(La Havane) Les défenseurs des animaux à Cuba ont salué samedi la publication de la première loi sur le bien-être animal du pays, une « première étape » importante, mais encore insuffisante, combats de coqs et sacrifices religieux restant autorisés.

Carlos BATISTA
Agence France-Presse

« Ce n’est qu’une première étape et le chemin sera très long », a réagi auprès de l’AFP Grettel Montes de Oca, fondatrice de l’association Cubains en défense des animaux (Ceda), qui a appris la nouvelle alors qu’elle cherchait de la nourriture pour les 60 animaux qu’elle a recueillis chez elle, dans cette île aux pénuries récurrentes.

« Mais c’est forcément positif que désormais il y ait une loi », même si « il y a beaucoup de choses qui ne sont pas bien » dans le texte, a-t-elle ajouté.

Cuba a publié samedi son décret-loi sur le bien-être animal, le premier dans l’histoire du pays et sous une pression inédite de la société civile. Il entrera en vigueur dans 90 jours.

« Par exemple, les autorités continueront de ramasser les animaux dans la rue et de sacrifier les chiens (errants), et (il y aura toujours) les combats de coqs, la maltraitance des animaux dans les spectacles, les cirques, les rodéos, les zoos », a regretté Grettel Montes de Oca.

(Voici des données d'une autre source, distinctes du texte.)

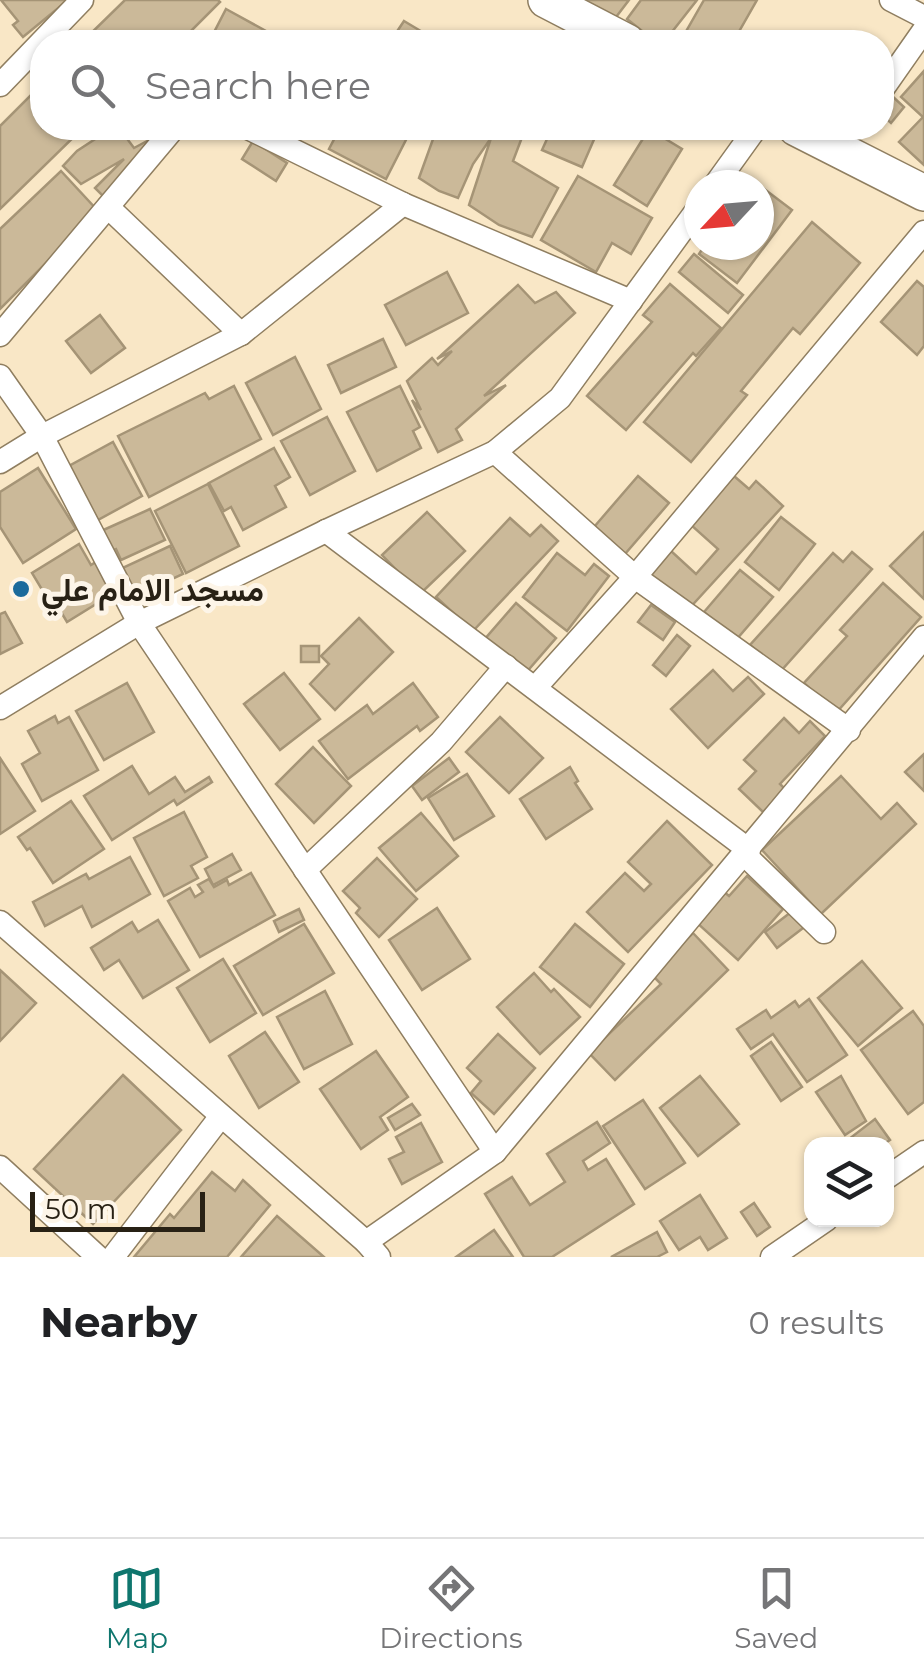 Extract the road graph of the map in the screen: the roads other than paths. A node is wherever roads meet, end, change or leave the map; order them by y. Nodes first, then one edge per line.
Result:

Mais c’est vrai que « nous étions le pays le plus en retard d’Amérique latine et des Caraïbes » en matière de protection animale.

Combats de coqs

Dans son article 9, le texte « interdit aux personnes de provoquer l’affrontement entre animaux de n’importe quelle espèce, sauf exception approuvée par l’autorité compétente ».

Les combats de chiens sont ainsi interdits, mais ceux de coqs, tradition très ancrée à Cuba puisque même la propriété familiale de Fidel Castro comptait une arène dédiée à cette activité, reste autorisés dans le cadre de clubs spécifiques supervisés par l’État.

« Ils ont laissé les combats de coqs ! ! ! Je pensais qu’on avancerait dans la reconnaissance du fait qu’il s’agit d’un acte de cruauté à des fins lucratives », a dénoncé Yimel Diaz Malmierca sur l’un des groupes de défenseurs des animaux sur Facebook.

De même, les sacrifices d’animaux par la santeria, religion syncrétique originaire du Nigeria et apportée à Cuba par les esclaves, restent autorisés. Le décret dispose toutefois que « le sacrifice d’animaux doit être réalisé avec compassion et rapidité, pour éviter douleur et stress ».

Il n’est pas rare de croiser dans les rues de La Havane des cadavres de poules ou pigeons décapités par les adeptes de cette religion, la plus populaire sur l’île.

« Ce n’est pas possible qu’à chaque coin de rue on trouve un animal mort », a témoigné à l’AFP Patricia Gonzalez, infirmière qui a recueilli chez elle 14 chiens et 20 chats.

« Je viens d’une famille d’origine africaine et quand j’étais enfant, il n’y avait pas autant de sacrifices, ma mère me disait que parfois, avec une prière et une offrande de fleurs, un miracle pouvait arriver », a-t-elle ajouté.

Victoire de la société civile

La norme juridique considère comme animaux à protéger « tout mammifère, oiseau, abeille, reptile, poisson, mollusque, crustacé et amphibien ».

Ils « doivent être pris en charge, soignés et protégés par l’homme », dit le décret, qui prévoit des amendes d’entre 500 et 4000 pesos (26 à 209 $) en cas de maltraitance.

La législation est considérée comme une victoire de la société civile, plus revendicative depuis l’arrivée récente de l’internet à Cuba et qui voit pour la première fois une de ses demandes traduite en loi.

Le 7 avril 2019, quelque 500 personnes avaient défilé à La Havane pour réclamer une loi protégeant les animaux, la première manifestation indépendante et non politique jamais autorisée par l’État cubain. En février, une vingtaine de défenseurs des animaux s’étaient à nouveau rassemblés face au ministère de l’Agriculture.

« La mise en place de dispositions normatives qui garantissent le bien-être animal et provoquent une prise de conscience dans notre population sur le soin et le respect des animaux est une demande de notre société », souligne le décret, publié par le Conseil d’État.

« En tant que défenseurs des animaux, nous devons nous dire qu’à partir de ces normes, nous saurons comment travailler à l’avenir, sur quoi insister pour mobiliser l’opinion publique et leur faire prendre conscience », observe Grettel Montes de Oca. « Nous savons que c’est une lutte interminable, quotidienne, avec patience et intelligence ».